(SUPPLIED MATERIAL Opens)

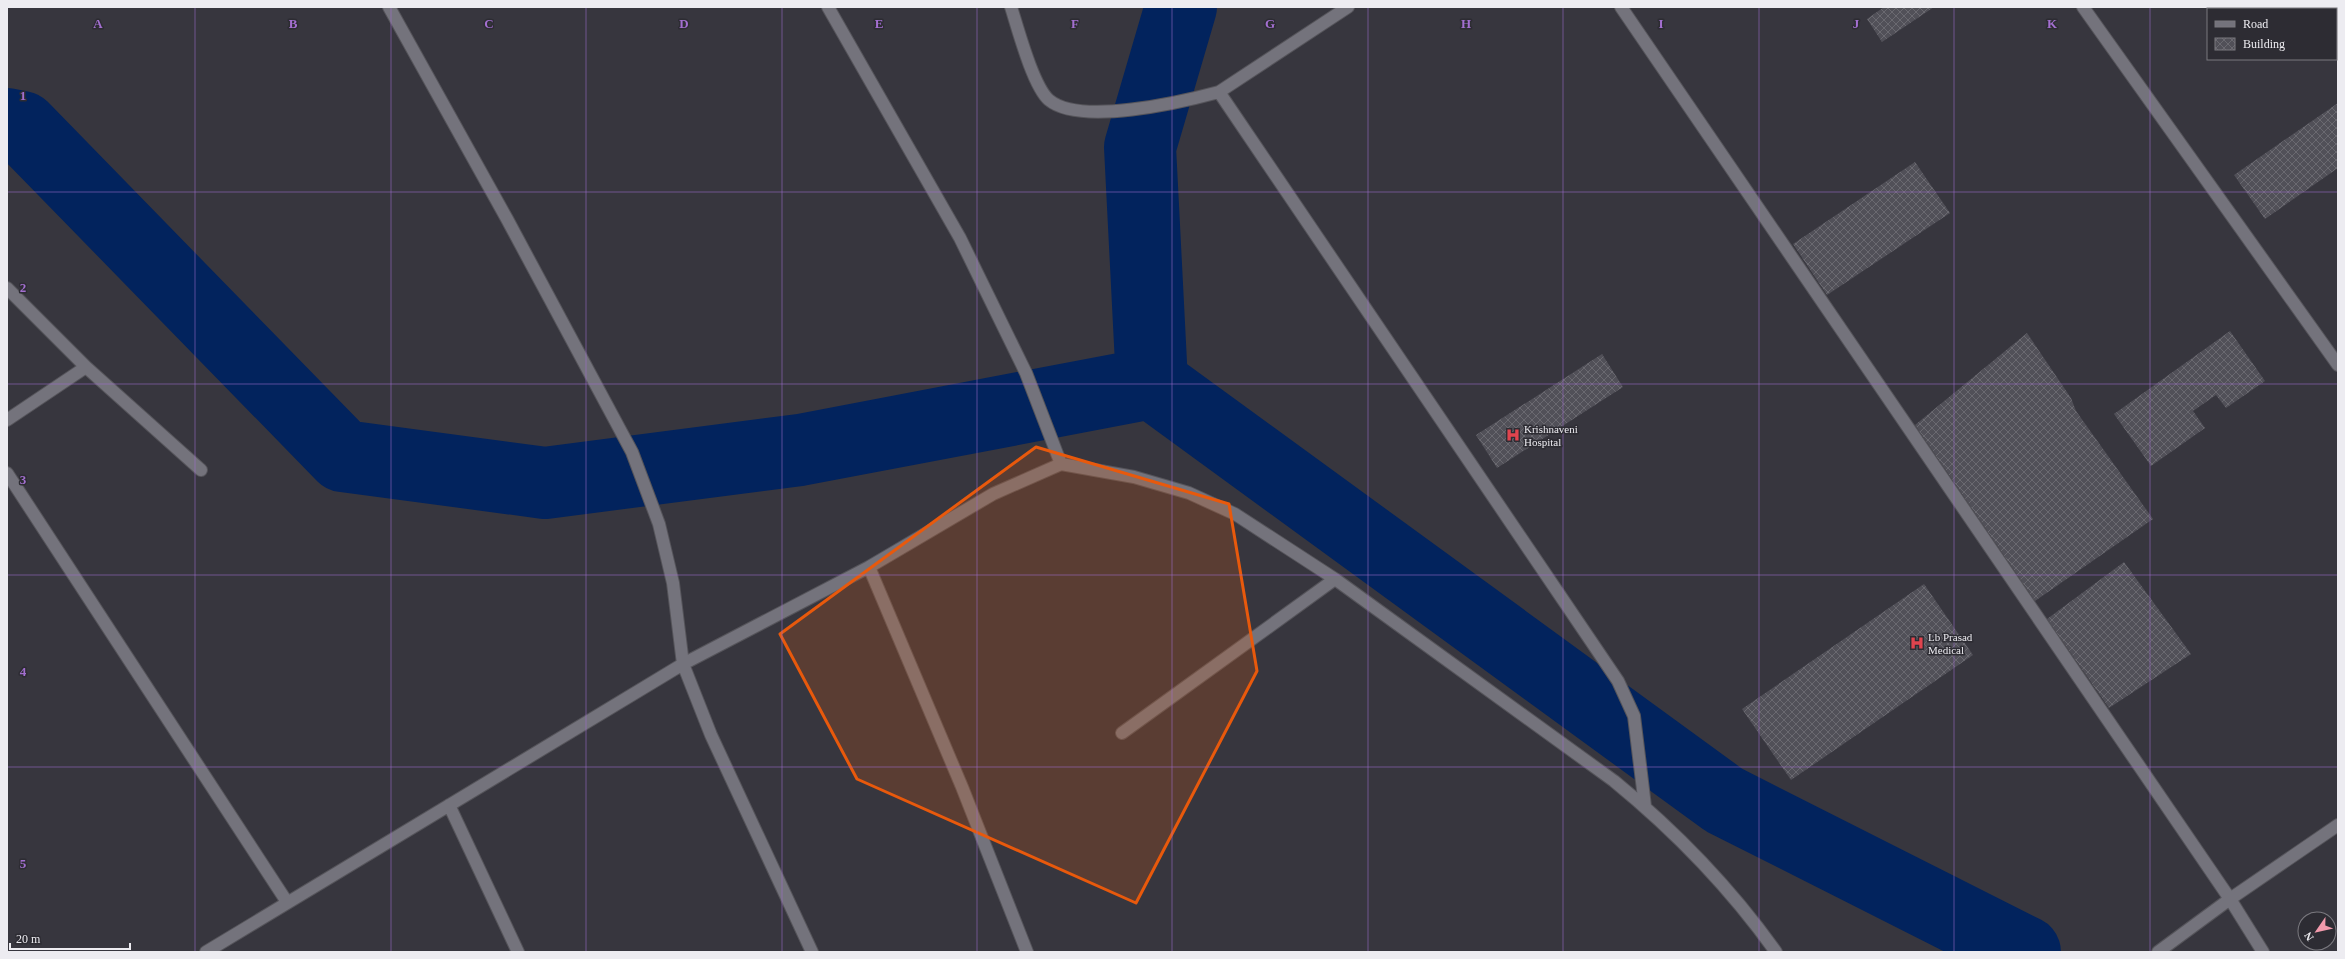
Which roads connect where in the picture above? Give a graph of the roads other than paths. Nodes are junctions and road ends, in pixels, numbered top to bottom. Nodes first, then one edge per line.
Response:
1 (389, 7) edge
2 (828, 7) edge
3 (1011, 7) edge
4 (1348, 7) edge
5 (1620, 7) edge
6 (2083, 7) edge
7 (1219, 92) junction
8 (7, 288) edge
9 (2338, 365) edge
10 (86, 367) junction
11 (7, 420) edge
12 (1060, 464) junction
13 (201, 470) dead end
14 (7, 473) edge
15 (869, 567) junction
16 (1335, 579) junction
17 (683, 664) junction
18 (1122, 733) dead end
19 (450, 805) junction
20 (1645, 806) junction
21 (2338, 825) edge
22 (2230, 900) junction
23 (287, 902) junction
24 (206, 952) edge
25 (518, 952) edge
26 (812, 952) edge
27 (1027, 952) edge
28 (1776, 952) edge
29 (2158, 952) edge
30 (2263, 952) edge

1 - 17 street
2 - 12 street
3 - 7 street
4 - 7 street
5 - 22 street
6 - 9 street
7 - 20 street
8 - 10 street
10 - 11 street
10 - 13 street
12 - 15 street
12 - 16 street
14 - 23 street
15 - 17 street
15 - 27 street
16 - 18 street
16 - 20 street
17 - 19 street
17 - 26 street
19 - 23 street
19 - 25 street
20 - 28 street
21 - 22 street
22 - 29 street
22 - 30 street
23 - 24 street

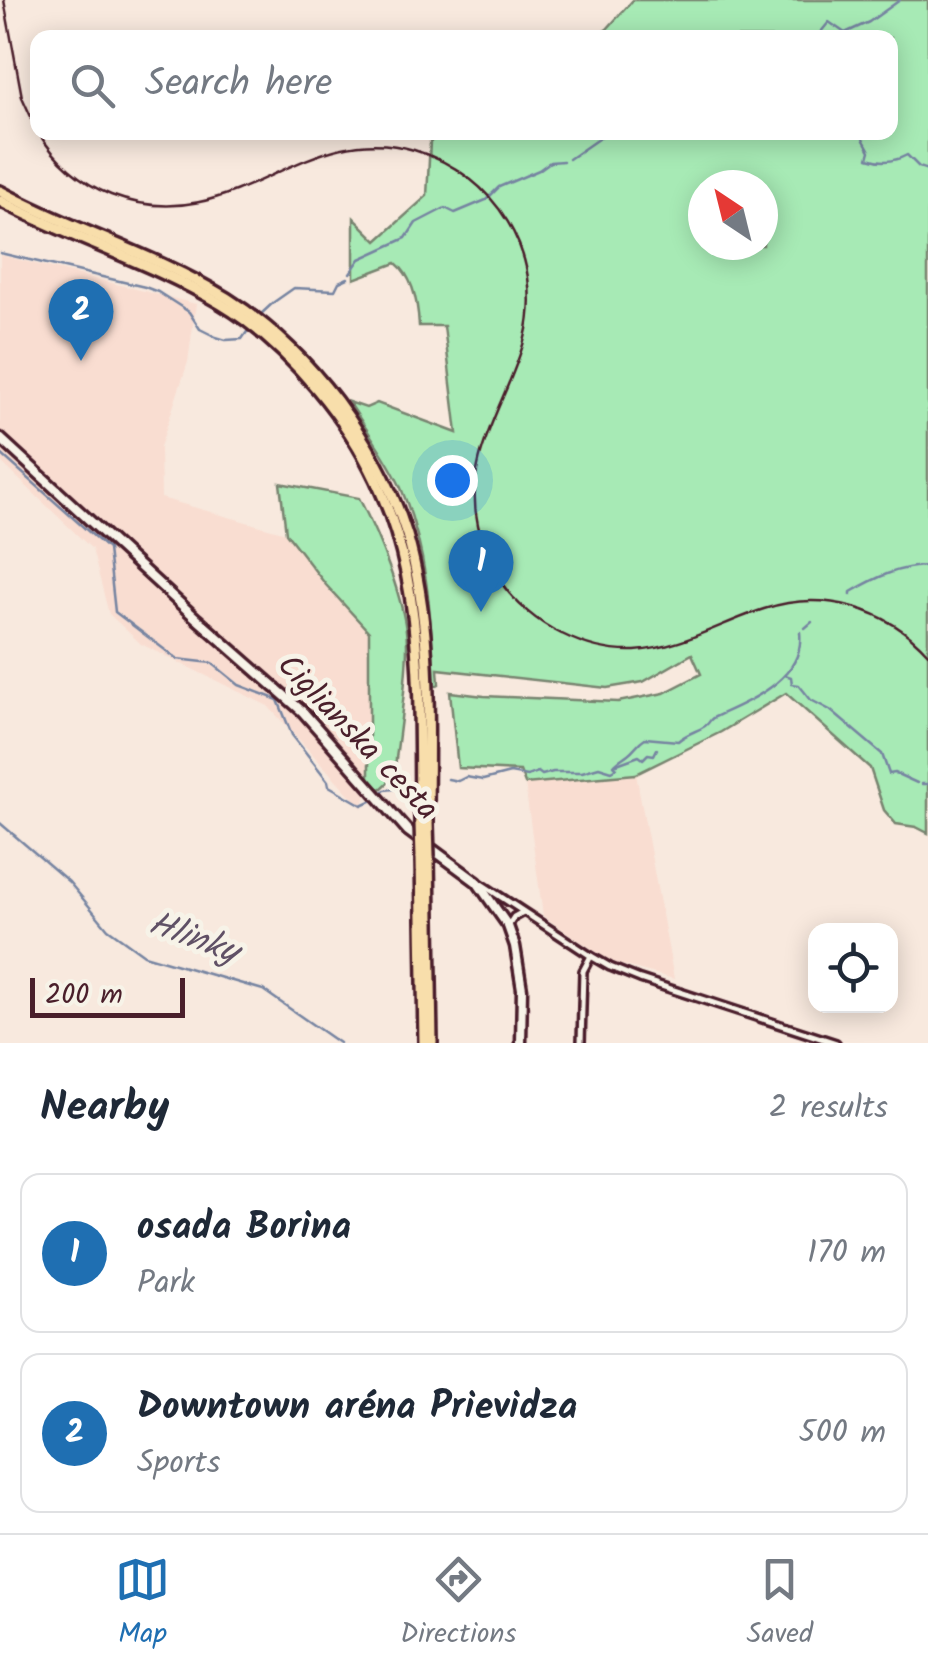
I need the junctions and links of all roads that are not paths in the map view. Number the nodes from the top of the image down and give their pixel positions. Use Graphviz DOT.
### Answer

(SUPPLIED MATERIAL Closes)
(SUPPLIED MATERIAL Opens)

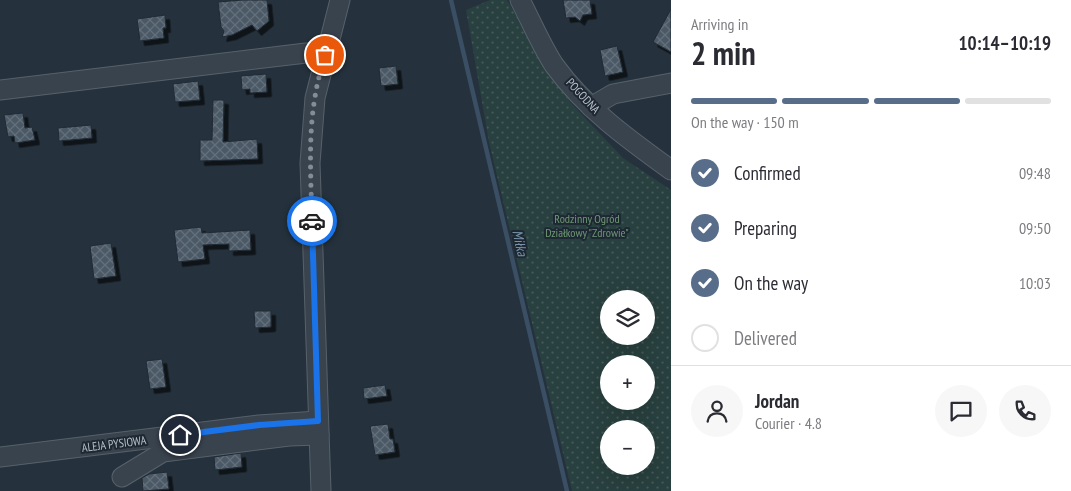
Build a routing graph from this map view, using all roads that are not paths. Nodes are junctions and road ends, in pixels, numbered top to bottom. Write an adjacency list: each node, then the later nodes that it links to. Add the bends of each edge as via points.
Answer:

(SUPPLIED MATERIAL Closes)

Select and copy every line from the records that includes the word "bottom".

Which roads connect where in the picture above? Give a graph of the roads other than paths. Nodes are junctions and road ends, in pixels, numbered top to bottom. Nodes first, then one edge per line.
Build a routing graph from this map view, using all roads that are not paths. Nodes are junctions and road ends, in pixels, numbered top to bottom. Write an adjacency list: each node, then the later nodes that it links to. Add the bends of each edge as via points.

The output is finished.